There are smart people with great ideas working to advance progressive and moderate principles in Georgia, but they are not the people in the legislature right now...or if they are, then they are being ignored. Unless and until the Georgia Democratic party can get its shit together, we will see more and more bad law come about while good people continue to do nothing. And that is depressing as hell.

So, if you really REALLY care about protecting the right of individuals to decide what happens with their embryos, and you don't mind pissing into the wind, give your legislator a call and ask them to defeat this bill. But if you can't muster the enthusiasm to follow through on the fight, I for one certainly am in no position to blame you.

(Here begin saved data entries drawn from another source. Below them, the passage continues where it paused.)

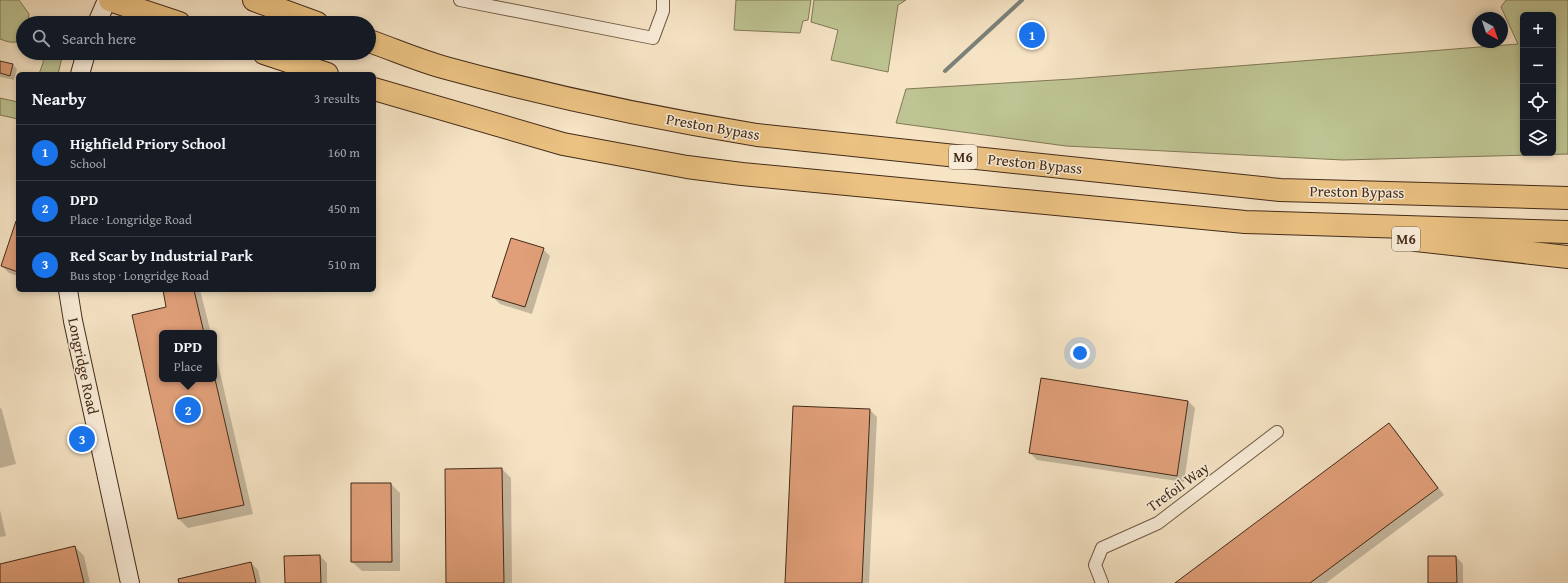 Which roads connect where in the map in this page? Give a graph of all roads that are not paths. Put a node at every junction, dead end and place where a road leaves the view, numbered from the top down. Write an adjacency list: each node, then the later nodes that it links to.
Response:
1 (107, 0): 6 (main road)
2 (110, 0): 7 (highway)
3 (254, 0): 8 (highway)
4 (460, 0): 5 (street)
5 (663, 0)
6 (100, 16)
7 (158, 16)
8 (299, 16)
9 (376, 43): 16 (highway, Preston Bypass / M6)
10 (84, 60): 12 (main road)
11 (285, 60): 13 (highway)
12 (81, 72)
13 (320, 72)
14 (376, 90): 18 (highway, M6)
15 (1568, 183): 16 (highway, M6)
16 (1302, 190): 17 (highway, Preston Bypass / M6)
17 (1568, 198)
18 (1245, 222): 19 (highway, M6); 20 (highway, M6)
19 (1568, 232)
20 (1568, 257)
21 (68, 292): 23 (main road, Longridge Road)
22 (1278, 432): 24 (street, Trefoil Way)
23 (130, 583)
24 (1102, 583)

Wednesday, February 25, 2009

Um, no.



You are not putting 28 miles of tunnels underneath my 'hood. Sorry.

Need I remind you that the last major tunnel-under-a-big-city project KILLED SOMEONE?

Why is it always the guy from some two stoplight town I've never heard of (in this case Pine Mountain, GA) who proposes to dig up the city of Atlanta to build these deathtrap tunnels?

Update: Rusty has also written about the rampant stupidity of this idea here.